**PROBLEM TO WORK ON:**
Scan the listing below and copy every line holding "that".
#### AVAILABLE DATA
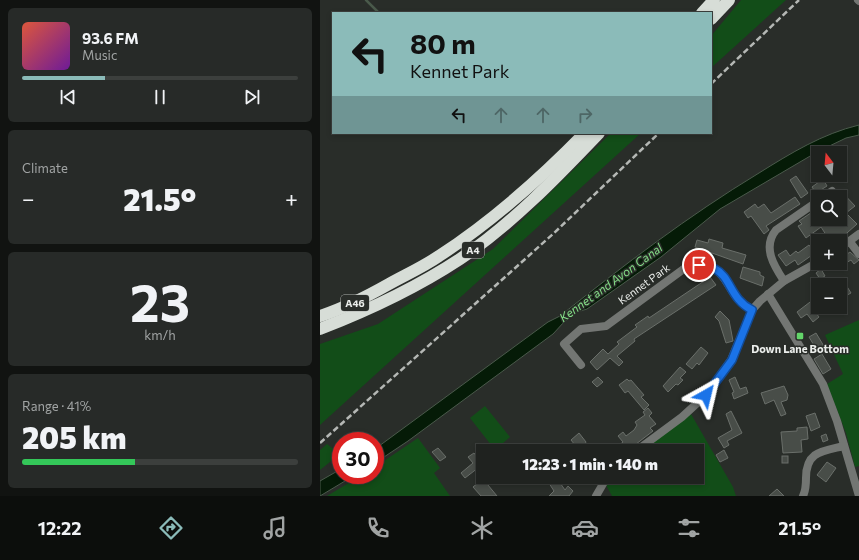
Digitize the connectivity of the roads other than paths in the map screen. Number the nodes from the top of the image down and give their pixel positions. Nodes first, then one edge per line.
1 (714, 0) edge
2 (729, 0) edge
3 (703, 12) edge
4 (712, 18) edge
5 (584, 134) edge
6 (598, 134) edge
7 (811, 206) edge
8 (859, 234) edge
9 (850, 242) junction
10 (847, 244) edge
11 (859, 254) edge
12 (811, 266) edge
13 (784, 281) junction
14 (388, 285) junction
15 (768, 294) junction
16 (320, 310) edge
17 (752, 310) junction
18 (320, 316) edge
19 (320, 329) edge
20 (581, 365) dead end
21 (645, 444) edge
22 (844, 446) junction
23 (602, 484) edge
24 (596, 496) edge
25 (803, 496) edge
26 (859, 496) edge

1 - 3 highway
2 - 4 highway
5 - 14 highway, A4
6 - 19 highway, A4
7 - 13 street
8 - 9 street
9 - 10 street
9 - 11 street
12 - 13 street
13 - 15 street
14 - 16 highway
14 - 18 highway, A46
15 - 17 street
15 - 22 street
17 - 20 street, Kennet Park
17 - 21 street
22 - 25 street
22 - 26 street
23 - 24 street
########
#### AVAILABLE DATA
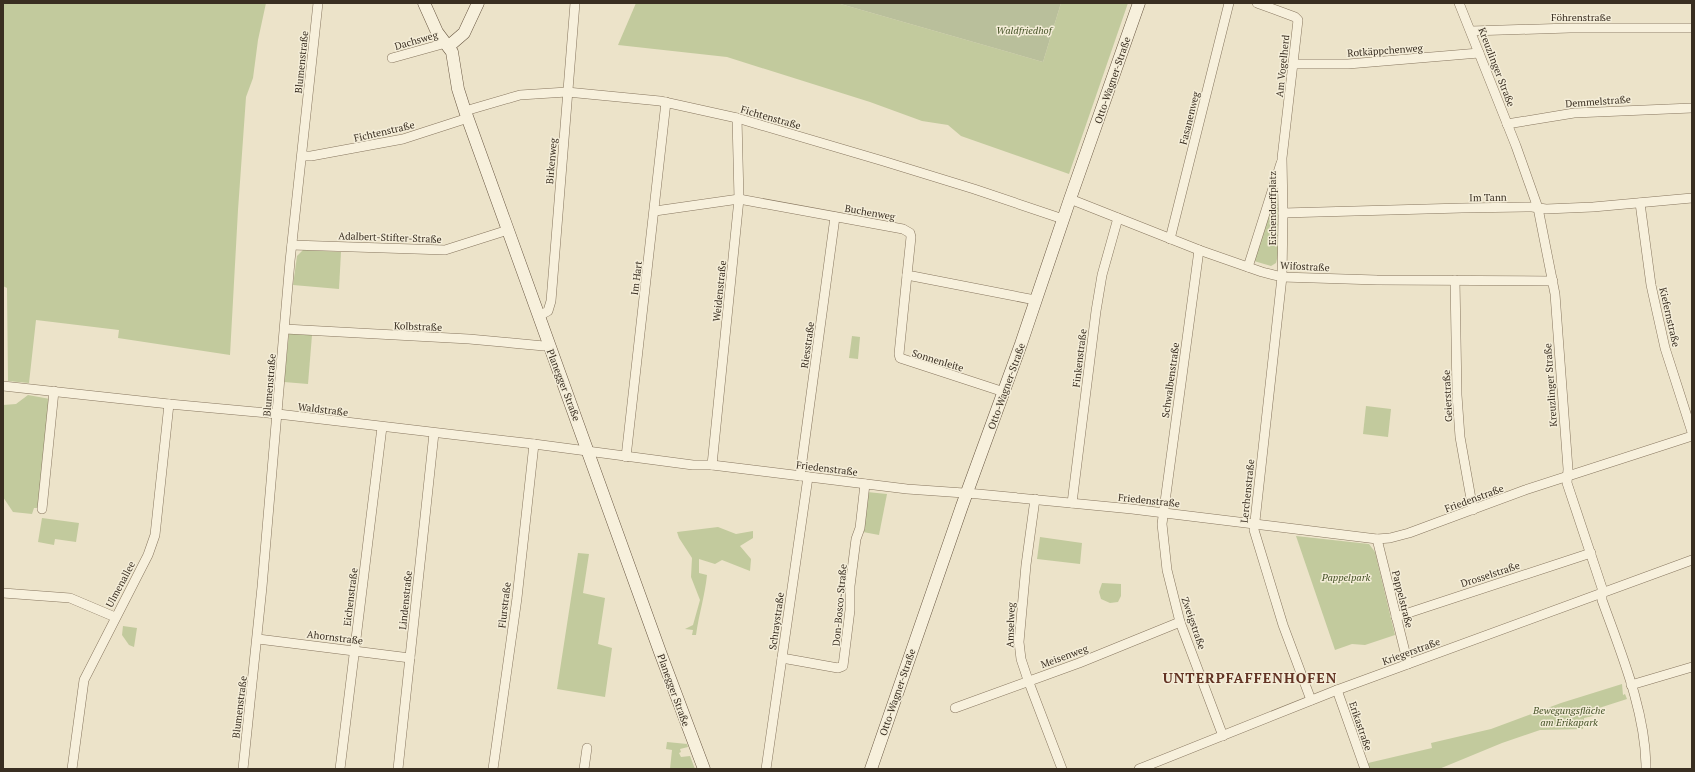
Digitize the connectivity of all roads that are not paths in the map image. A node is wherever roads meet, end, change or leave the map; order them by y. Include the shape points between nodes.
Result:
########
#### AVAILABLE DATA
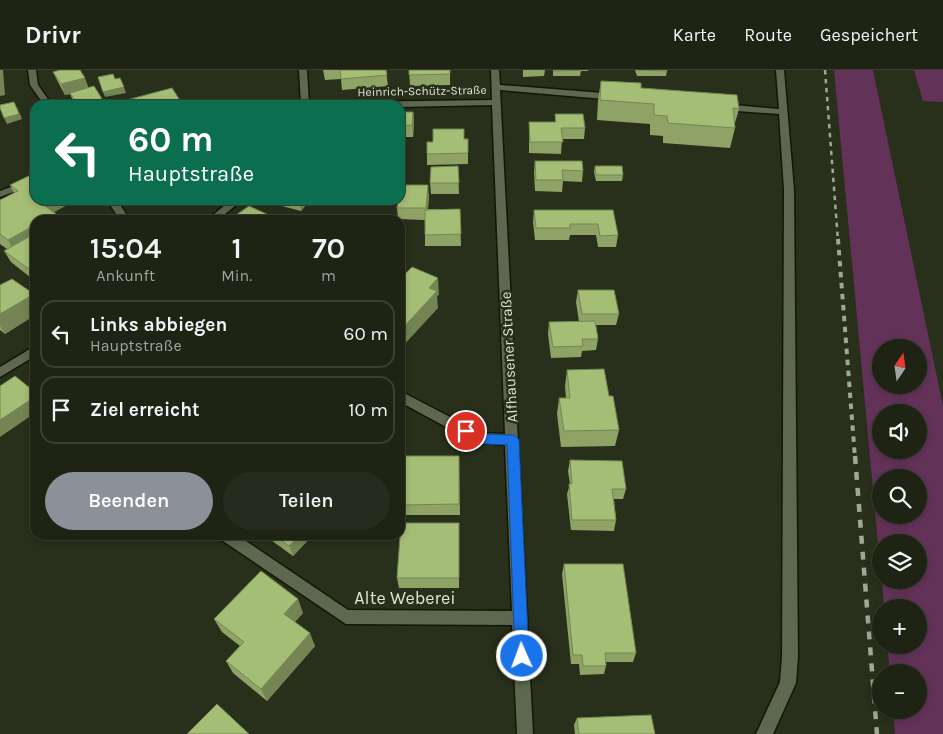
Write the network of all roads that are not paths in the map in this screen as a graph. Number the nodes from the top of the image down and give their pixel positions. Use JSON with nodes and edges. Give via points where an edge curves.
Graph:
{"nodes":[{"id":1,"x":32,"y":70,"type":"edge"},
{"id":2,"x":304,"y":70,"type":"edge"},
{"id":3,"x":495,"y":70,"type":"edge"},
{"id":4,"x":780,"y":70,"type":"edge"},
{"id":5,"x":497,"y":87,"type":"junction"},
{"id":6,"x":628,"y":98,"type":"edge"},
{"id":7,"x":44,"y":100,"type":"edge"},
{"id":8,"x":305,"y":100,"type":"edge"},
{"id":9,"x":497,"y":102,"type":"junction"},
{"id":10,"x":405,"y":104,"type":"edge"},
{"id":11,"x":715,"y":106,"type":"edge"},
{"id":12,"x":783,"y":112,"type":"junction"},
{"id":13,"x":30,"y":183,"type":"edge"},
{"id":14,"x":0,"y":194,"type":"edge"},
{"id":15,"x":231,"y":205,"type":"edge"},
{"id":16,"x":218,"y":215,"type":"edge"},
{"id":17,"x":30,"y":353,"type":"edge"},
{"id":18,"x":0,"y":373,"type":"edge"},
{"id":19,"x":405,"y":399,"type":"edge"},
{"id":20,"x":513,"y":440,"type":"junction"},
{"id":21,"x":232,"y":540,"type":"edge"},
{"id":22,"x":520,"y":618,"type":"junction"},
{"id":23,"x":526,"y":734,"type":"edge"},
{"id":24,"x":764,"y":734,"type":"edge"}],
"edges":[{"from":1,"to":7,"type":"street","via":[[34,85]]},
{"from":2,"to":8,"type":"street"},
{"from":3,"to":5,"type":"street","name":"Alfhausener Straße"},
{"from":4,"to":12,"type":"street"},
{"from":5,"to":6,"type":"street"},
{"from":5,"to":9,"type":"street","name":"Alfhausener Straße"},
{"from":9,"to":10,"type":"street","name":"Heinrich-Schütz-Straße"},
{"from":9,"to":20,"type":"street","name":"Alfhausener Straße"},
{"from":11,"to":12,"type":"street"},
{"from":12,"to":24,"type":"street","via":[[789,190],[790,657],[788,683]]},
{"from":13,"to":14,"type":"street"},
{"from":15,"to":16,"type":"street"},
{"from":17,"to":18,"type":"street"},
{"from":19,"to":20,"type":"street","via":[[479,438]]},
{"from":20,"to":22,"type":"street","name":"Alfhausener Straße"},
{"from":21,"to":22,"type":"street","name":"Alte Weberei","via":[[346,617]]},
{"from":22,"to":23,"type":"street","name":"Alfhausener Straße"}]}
########
**WRITTEN RESPONSE:**
Digitize the connectivity of all roads that are not paths in the map image. A node is wherever roads meet, end, change or leave the map; order them by y. Include the shape points between nodes.
Write the network of all roads that are not paths in the map in this screen as a graph. Number the nodes from the top of the image down and give their pixel positions. Use JSON with nodes and edges. Give via points where an edge curves.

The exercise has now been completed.